Finding number of unique words in a document using Python
June 6, 2011 11:53 AM   Subscribe

Newbie Python advice required: counting unique keywords in a document.

I'm almost completely new to Python, and have been trying to write a programme to show the count of each unique word in a document. So what I want at the end is an output that tells me there are 10 uses of 'and', 5 uses of 'it', 23 uses of 'of' and so on.

The way I've approached it to this point is:
- Read the text tile using open and read
- Split the text using text.split()
- Convert everything to lowercase using text.lower()
- Create a set of the individual words which automatically filters so that it only contains unique words

The length of the set gives me the total number of uniques, but that's not what I'm after. If I could iterate through the records in the set, I could count how many times each unique word appears in the text when it has been split into words from the original, but if it is possibly to iterate through a set in that way in Python, I have not been able to figure out how to do it. (I feel that part of my difficulty is that I am 'cheating' by using the set functionality to filter for uniques, and I should be doing this for myself in some way, presumably with regular expressions(?))

From some research, I believe that another way to approach this problem would be using the dictionary in Python and a hash table, though I don't fully understand what that means.

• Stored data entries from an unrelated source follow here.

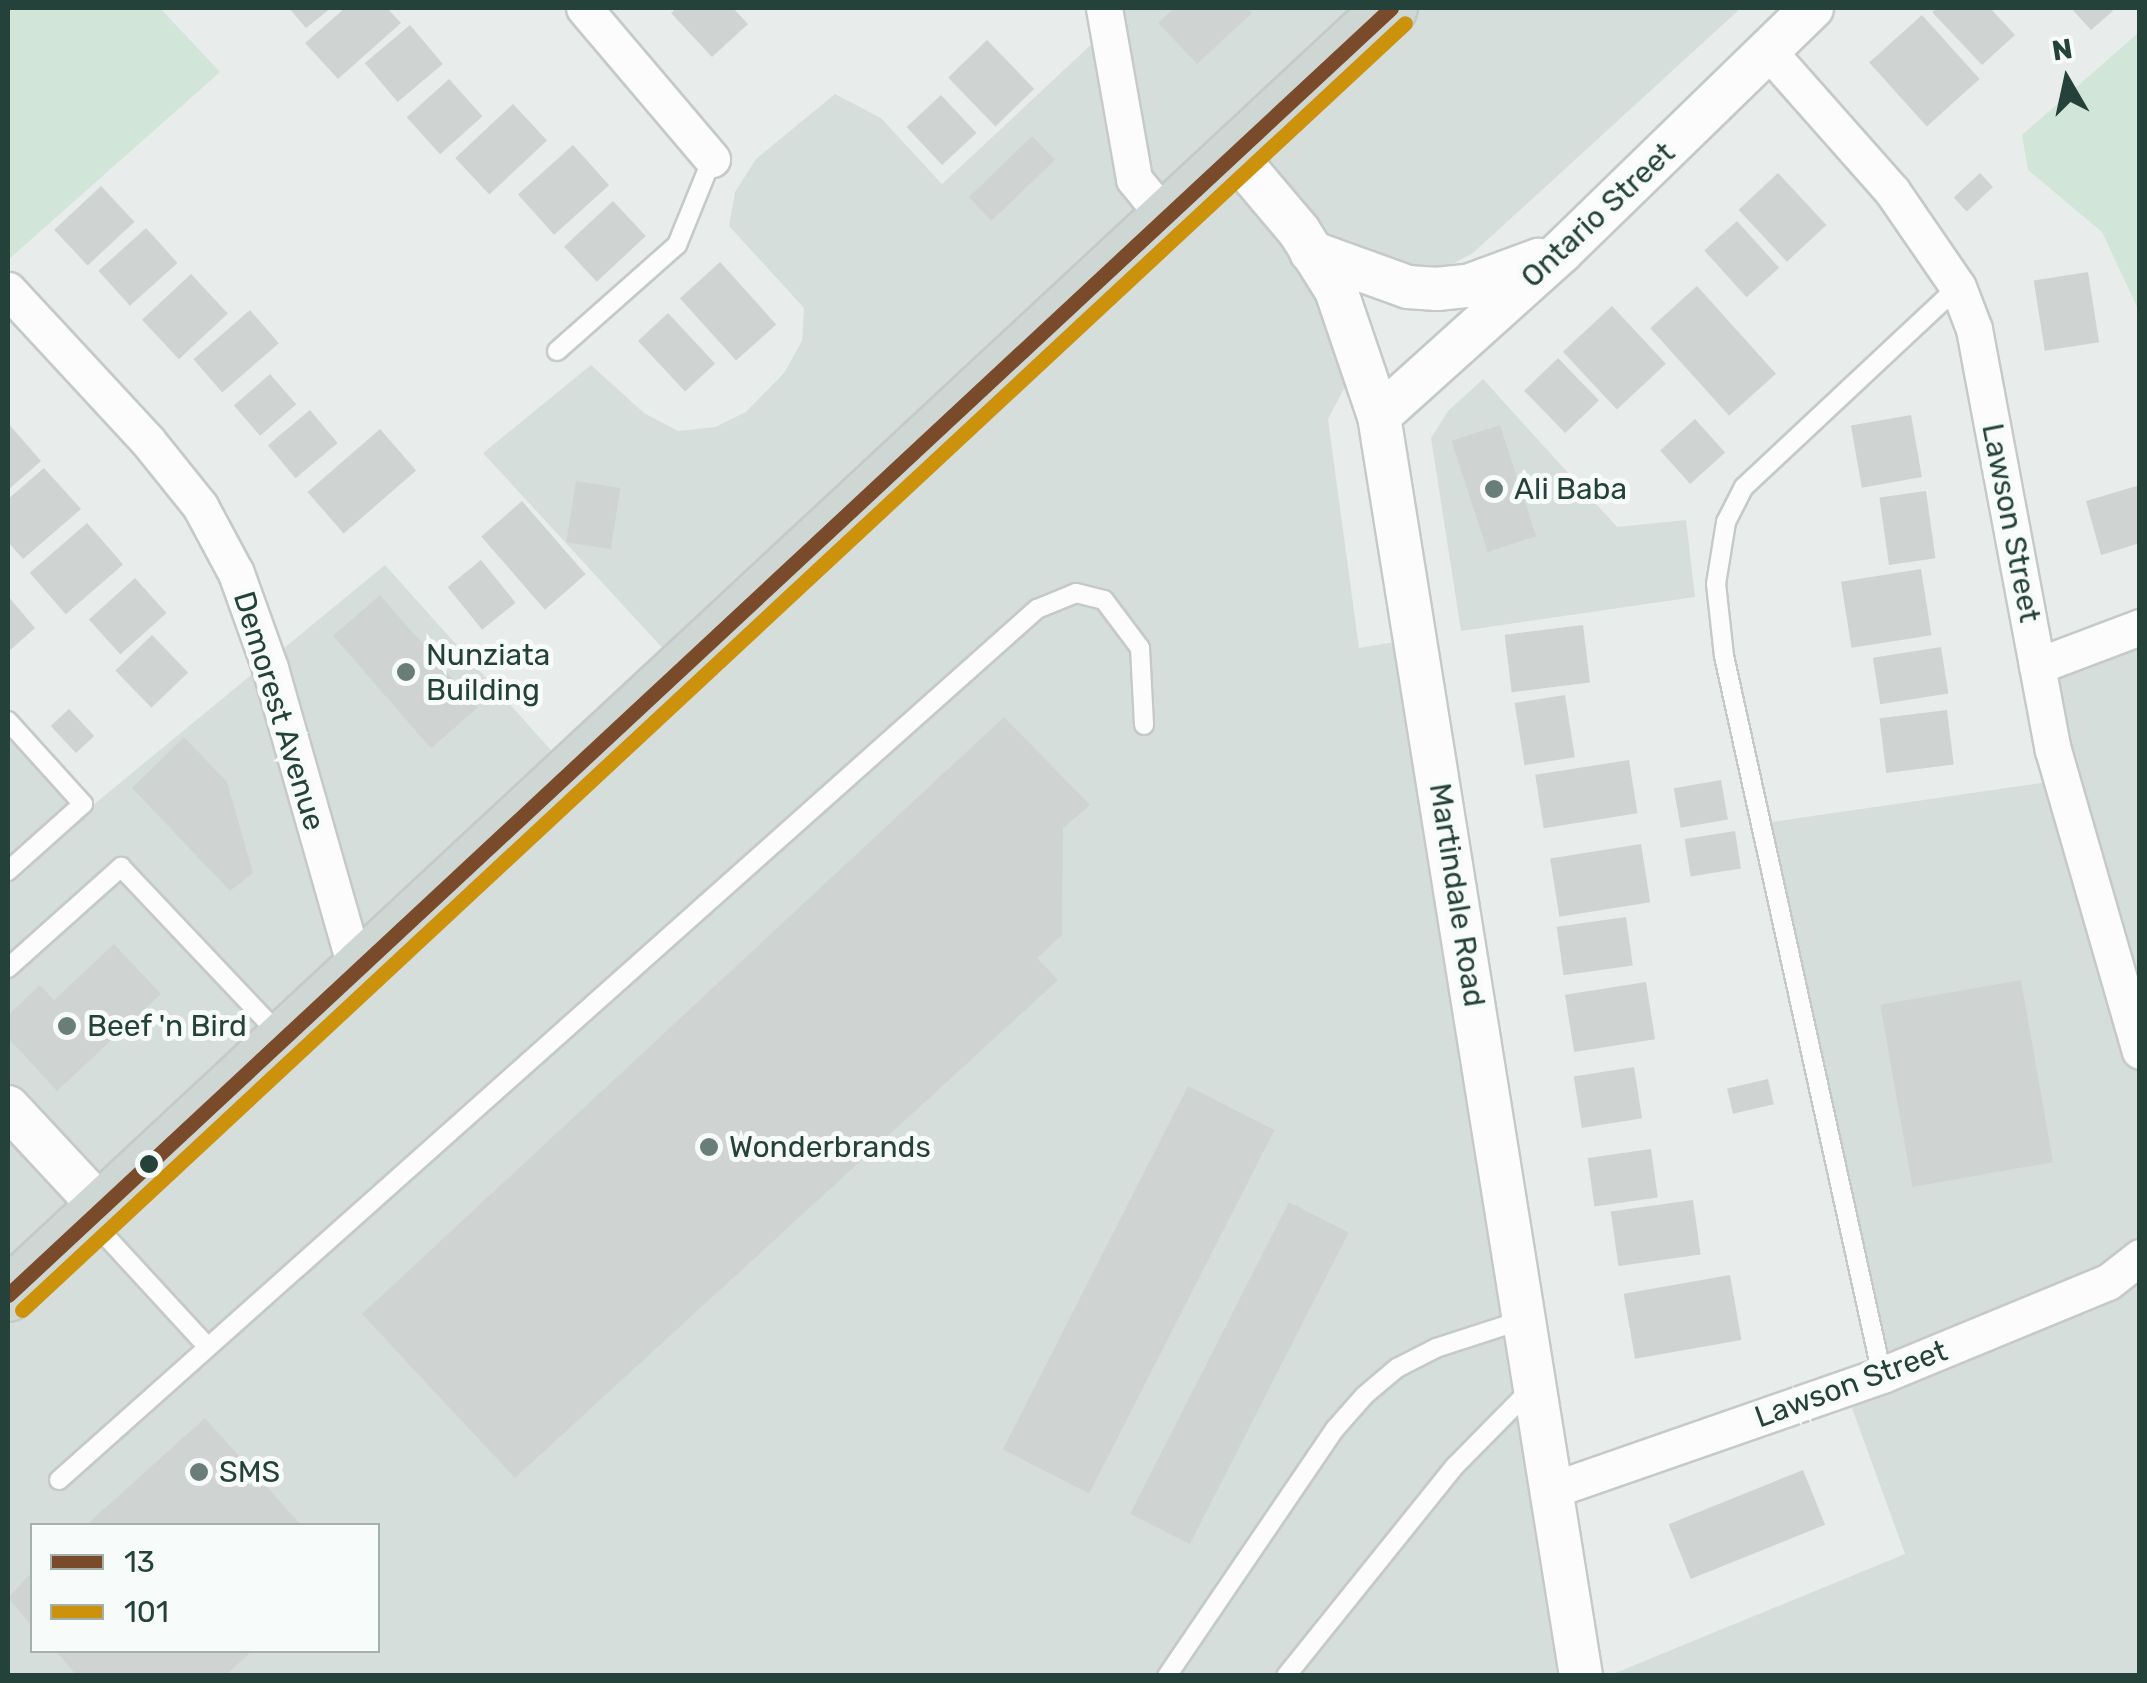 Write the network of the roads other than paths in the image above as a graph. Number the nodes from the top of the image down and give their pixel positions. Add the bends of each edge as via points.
1 (584, 8) edge
2 (1104, 8) edge
3 (1391, 8) edge
4 (1812, 8) edge
5 (1769, 52) junction
6 (1233, 153) junction
7 (712, 159) joint
8 (1164, 216) junction
9 (1562, 251) junction
10 (1312, 252) junction
11 (1958, 287) junction
12 (8, 290) edge
13 (557, 351) dead end
14 (1379, 416) junction
15 (2140, 627) edge
16 (2037, 666) junction
17 (8, 721) edge
18 (1144, 724) dead end
19 (8, 871) edge
20 (8, 968) edge
21 (356, 969) junction
22 (282, 1038) junction
23 (2140, 1051) edge
24 (8, 1107) edge
25 (94, 1212) junction
26 (2140, 1257) edge
27 (8, 1294) edge
28 (1525, 1319) junction
29 (206, 1345) junction
30 (1882, 1376) junction
31 (1536, 1384) junction
32 (59, 1480) dead end
33 (1552, 1490) junction
34 (1167, 1676) edge
35 (1286, 1676) edge
36 (1581, 1676) edge

1 - 7 street
2 - 8 street via 1134,178
3 - 6 main road
4 - 5 street, Ontario Street
5 - 9 street, Ontario Street
5 - 11 street, Lawson Street via 1892,190
6 - 8 main road
6 - 10 street, Martindale Road
7 - 13 lane via 677,245
8 - 21 main road
9 - 10 street via 1468,286 1437,289 1408,287
9 - 14 street, Ontario Street
10 - 14 street, Martindale Road via 1336,290
11 - 16 street, Lawson Street via 1974,329
11 - 30 lane via 1744,487 1726,522 1718,566 1724,656
12 - 21 street, Demorest Avenue via 200,506 236,574 270,668
14 - 28 street, Martindale Road
15 - 16 street
16 - 23 street, Lawson Street via 2078,850
17 - 19 lane via 83,804
18 - 29 lane via 1140,648 1104,600 1076,593 1037,609
20 - 22 lane via 121,867
21 - 22 main road
22 - 25 main road
24 - 25 street
25 - 27 main road
25 - 29 lane
26 - 30 street, Lawson Street via 2108,1282
28 - 31 street, Martindale Road
28 - 34 lane via 1436,1348 1397,1368 1365,1396
29 - 32 lane
30 - 33 street, Lawson Street
31 - 33 street, Martindale Road
31 - 35 lane via 1455,1466
33 - 36 street, Martindale Road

My question is then: is there a way to get to what I want using what I have done so far, or do I need to start again by learning about some other technique (e.g. hash tables)?

Thanks as ever, MeFi.
posted by StephenF to Computers & Internet (16 answers total) 4 users marked this as a favorite
 
You want to use the hash table (does Python call them dictionaries?). Hash tables are arrays that are keyed on strings, rather than regular arrays which are keyed on numbers.
posted by scruss at 11:59 AM on June 6, 2011


yes - you want a hash table (or dictionary) for this. This is actually an assignment that I give to beginning students, btw.
A dictionary maps keys (words, in this case) to values (the number of times the word occurs).

What you want to do is:
For each line in the file :
split into words and lowercase it as you've done. You might also want to strip off punctuation. (read about strip() to see how to do this.)
for each word:
see if it's in your dictionary. If so, increment the count. If not, dic[word] = 1.
posted by chbrooks at 12:00 PM on June 6, 2011 [1 favorite]


Python dictionaries are hash tables. The text is your key, the number of instances is the value.
posted by djb at 12:01 PM on June 6, 2011


If you are using Python 2.7 or later, I would do it this way:
import collections

infile = open("myfile.txt")
words = collections.Counter()

for line in infile:
    words.update(line.split())
                              
for word, count in words.iteritems():
    print word, count
The collections.Counter class is a dict subclass that is designed exactly for this use case, so there is no need to check for initialization to zero, or so on. Dealing with punctuation as chbrooks suggests is left as an exercise to the reader.
posted by grouse at 12:13 PM on June 6, 2011 [8 favorites]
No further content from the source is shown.